──────── INPUT FOR THIS TASK
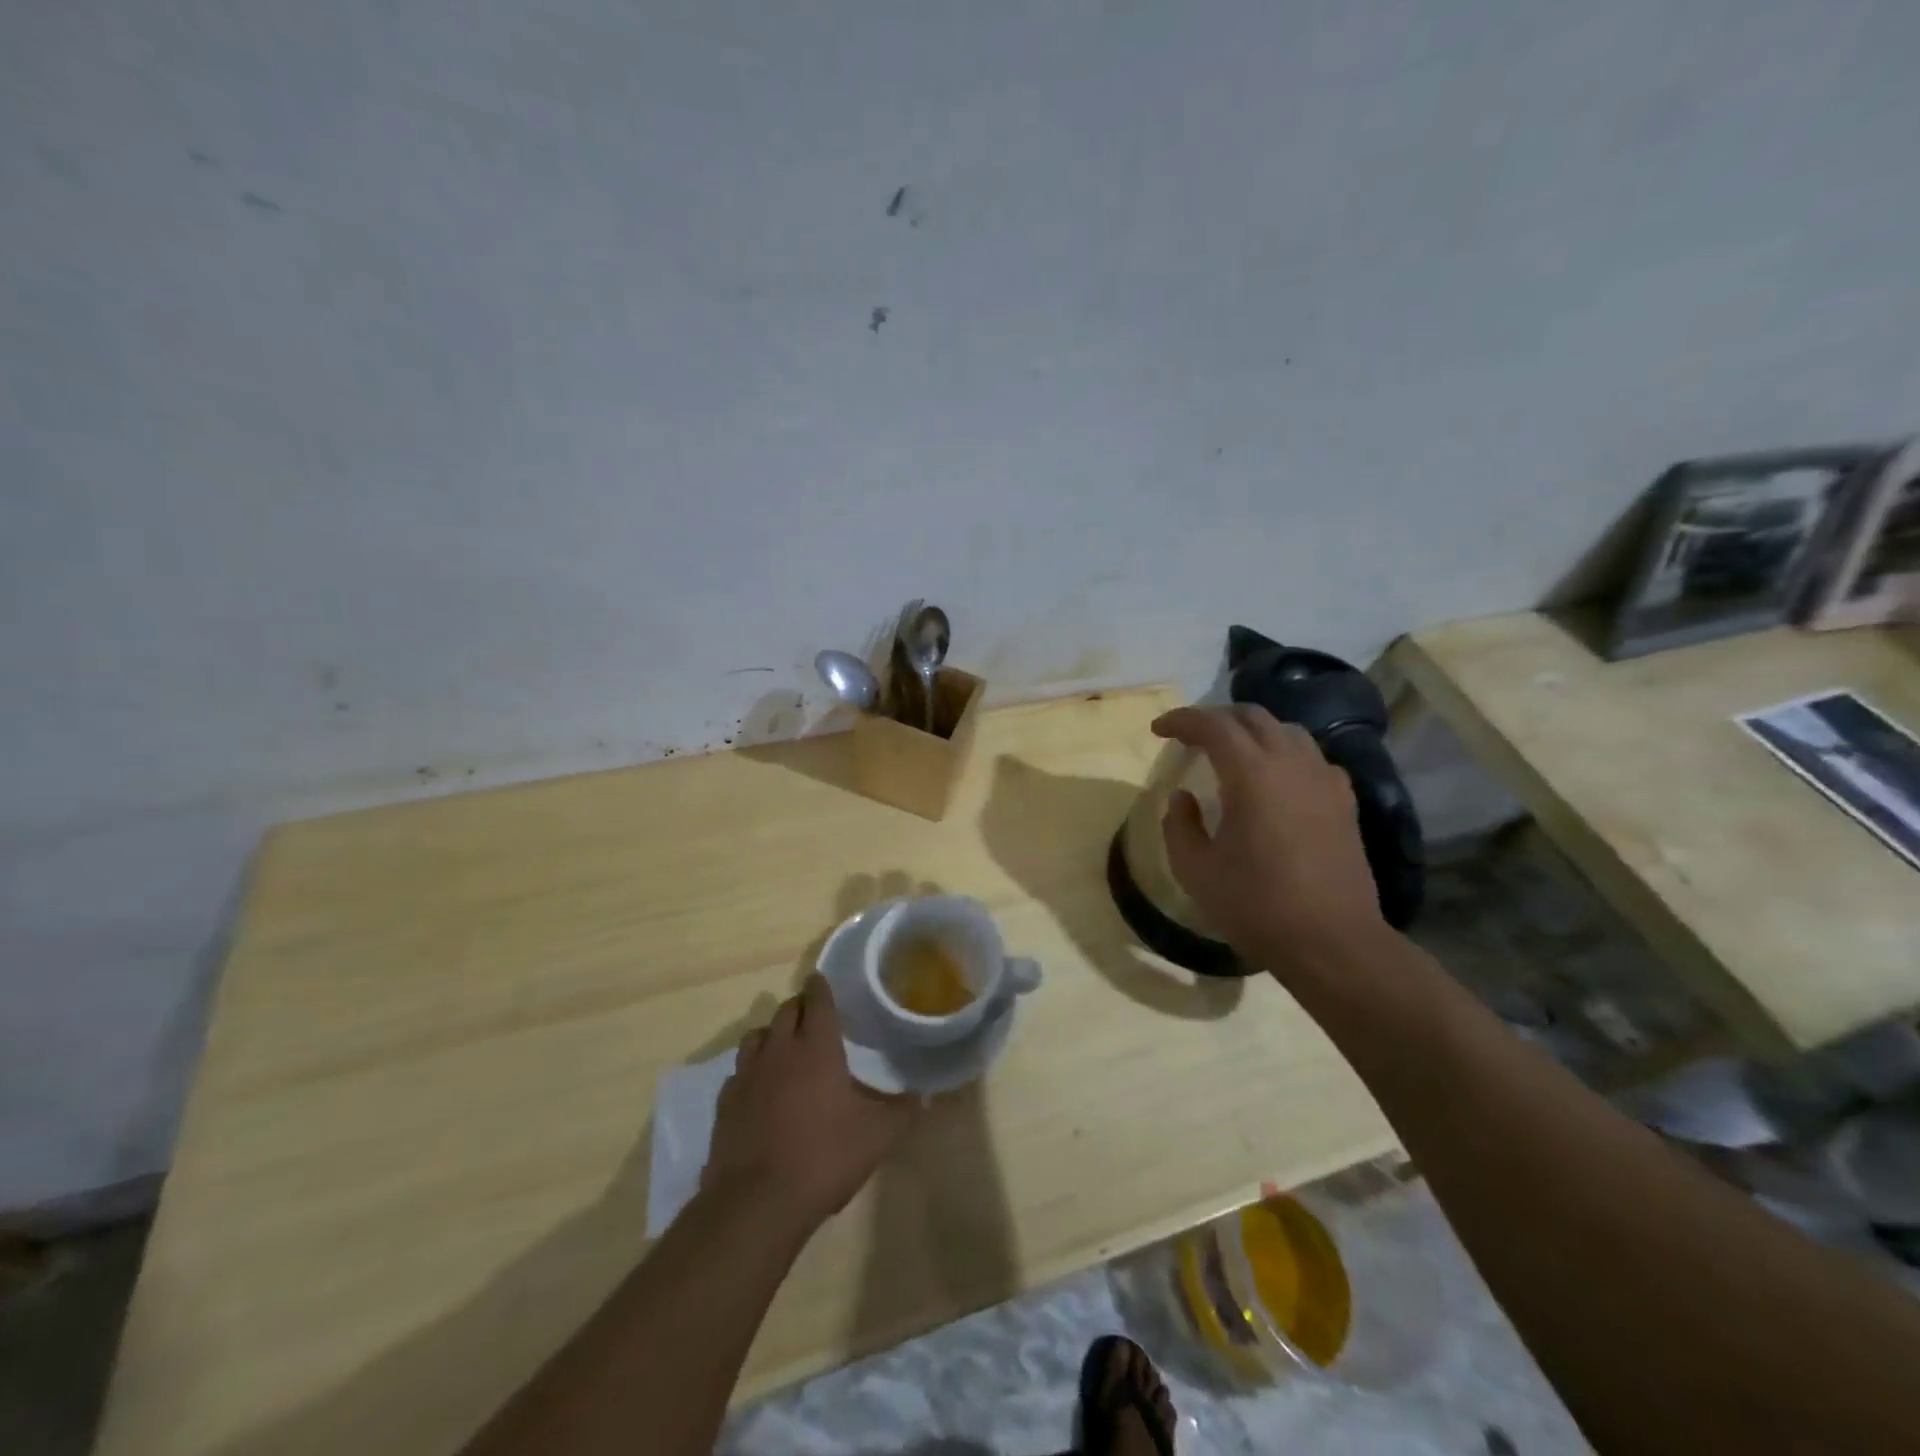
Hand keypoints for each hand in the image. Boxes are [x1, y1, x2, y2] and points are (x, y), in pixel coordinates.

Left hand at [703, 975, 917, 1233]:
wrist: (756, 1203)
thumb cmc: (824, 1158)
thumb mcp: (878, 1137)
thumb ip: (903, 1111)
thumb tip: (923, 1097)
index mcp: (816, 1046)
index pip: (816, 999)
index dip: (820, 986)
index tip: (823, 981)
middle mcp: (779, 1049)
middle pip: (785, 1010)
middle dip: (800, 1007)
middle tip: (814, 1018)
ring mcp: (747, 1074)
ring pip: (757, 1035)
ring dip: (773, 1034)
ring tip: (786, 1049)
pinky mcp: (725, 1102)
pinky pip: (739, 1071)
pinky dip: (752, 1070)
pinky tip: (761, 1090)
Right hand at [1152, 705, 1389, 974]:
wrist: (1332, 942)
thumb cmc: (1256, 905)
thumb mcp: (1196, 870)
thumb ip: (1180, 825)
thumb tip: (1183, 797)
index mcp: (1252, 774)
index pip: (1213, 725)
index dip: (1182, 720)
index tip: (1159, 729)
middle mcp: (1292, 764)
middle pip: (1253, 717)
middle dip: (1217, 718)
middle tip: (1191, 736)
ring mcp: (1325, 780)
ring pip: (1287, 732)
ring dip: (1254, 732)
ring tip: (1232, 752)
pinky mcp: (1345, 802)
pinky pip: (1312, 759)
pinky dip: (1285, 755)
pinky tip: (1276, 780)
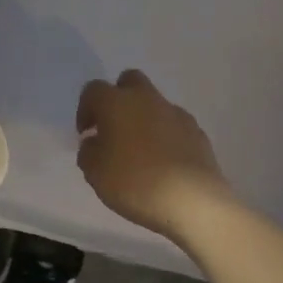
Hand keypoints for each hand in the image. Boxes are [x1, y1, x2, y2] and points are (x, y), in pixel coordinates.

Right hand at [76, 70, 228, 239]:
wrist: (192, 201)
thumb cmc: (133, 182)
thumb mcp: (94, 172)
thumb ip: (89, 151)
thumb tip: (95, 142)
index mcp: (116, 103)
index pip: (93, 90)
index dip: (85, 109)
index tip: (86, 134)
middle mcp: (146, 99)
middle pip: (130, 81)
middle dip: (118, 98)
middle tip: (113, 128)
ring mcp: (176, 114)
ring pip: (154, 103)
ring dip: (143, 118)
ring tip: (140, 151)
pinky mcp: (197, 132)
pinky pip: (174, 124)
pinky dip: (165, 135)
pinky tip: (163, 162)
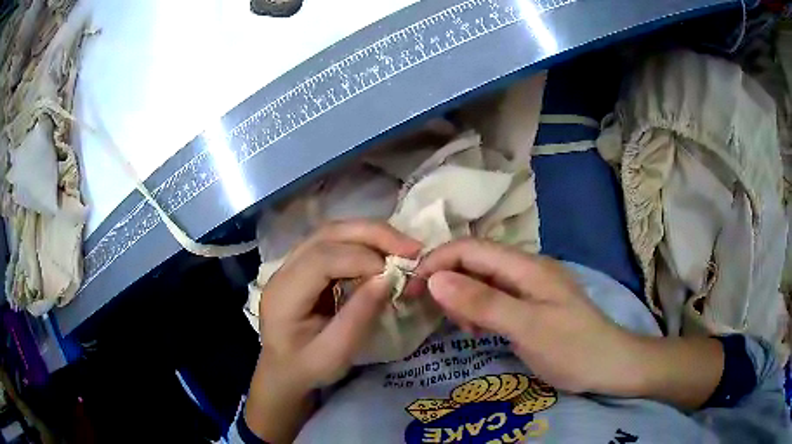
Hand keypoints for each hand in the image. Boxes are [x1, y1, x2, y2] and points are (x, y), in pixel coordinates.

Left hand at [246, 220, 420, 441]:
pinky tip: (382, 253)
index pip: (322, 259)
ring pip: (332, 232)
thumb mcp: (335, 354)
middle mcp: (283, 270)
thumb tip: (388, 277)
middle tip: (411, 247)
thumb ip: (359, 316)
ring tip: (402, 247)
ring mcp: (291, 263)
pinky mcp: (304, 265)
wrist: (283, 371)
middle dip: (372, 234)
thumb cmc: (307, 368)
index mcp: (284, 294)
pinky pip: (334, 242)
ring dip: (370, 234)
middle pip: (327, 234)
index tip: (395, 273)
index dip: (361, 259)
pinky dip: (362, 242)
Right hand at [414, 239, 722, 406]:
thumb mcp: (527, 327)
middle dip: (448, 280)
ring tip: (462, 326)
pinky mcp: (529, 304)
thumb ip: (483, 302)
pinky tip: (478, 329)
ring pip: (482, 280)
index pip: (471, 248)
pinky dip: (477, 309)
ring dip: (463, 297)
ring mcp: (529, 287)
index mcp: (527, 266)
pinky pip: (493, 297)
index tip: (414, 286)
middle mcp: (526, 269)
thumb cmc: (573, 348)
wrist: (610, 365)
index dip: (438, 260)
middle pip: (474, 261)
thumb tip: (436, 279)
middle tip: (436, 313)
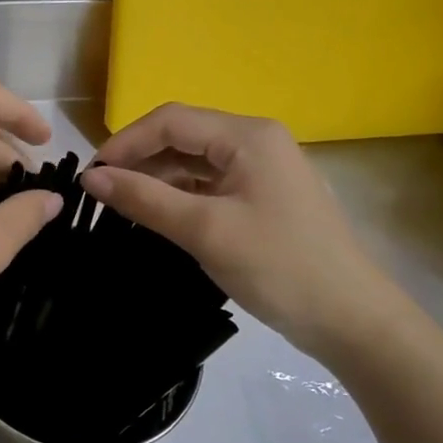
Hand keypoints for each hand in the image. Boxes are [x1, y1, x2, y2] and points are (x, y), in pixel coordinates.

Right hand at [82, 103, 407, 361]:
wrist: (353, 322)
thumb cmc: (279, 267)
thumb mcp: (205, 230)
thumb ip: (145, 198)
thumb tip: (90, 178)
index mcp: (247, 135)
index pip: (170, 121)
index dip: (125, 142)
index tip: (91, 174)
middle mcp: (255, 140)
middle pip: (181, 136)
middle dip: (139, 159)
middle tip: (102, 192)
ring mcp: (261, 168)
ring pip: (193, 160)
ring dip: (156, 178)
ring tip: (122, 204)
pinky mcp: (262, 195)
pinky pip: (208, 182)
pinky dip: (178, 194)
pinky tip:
────────────────
Only the lines from the beginning of the listing through the line with "index tip: (823, 981)", both ends included, are to be repeated exactly; pictures stay out.

SOLUTION FOR THIS PROBLEM:
Hand keypoints for each hand in the image. Boxes are [x1, y1, x2, y2] and points are (x, y), in pixel coordinates.

Left hand at [703, 975, 917, 1233]:
wrist: (756, 1203)
thumb cmc: (824, 1158)
thumb mcp: (878, 1137)
thumb ip: (903, 1111)
thumb tip: (923, 1097)
index mcp: (816, 1046)
index pip: (816, 999)
index dip: (820, 986)
index tip: (823, 981)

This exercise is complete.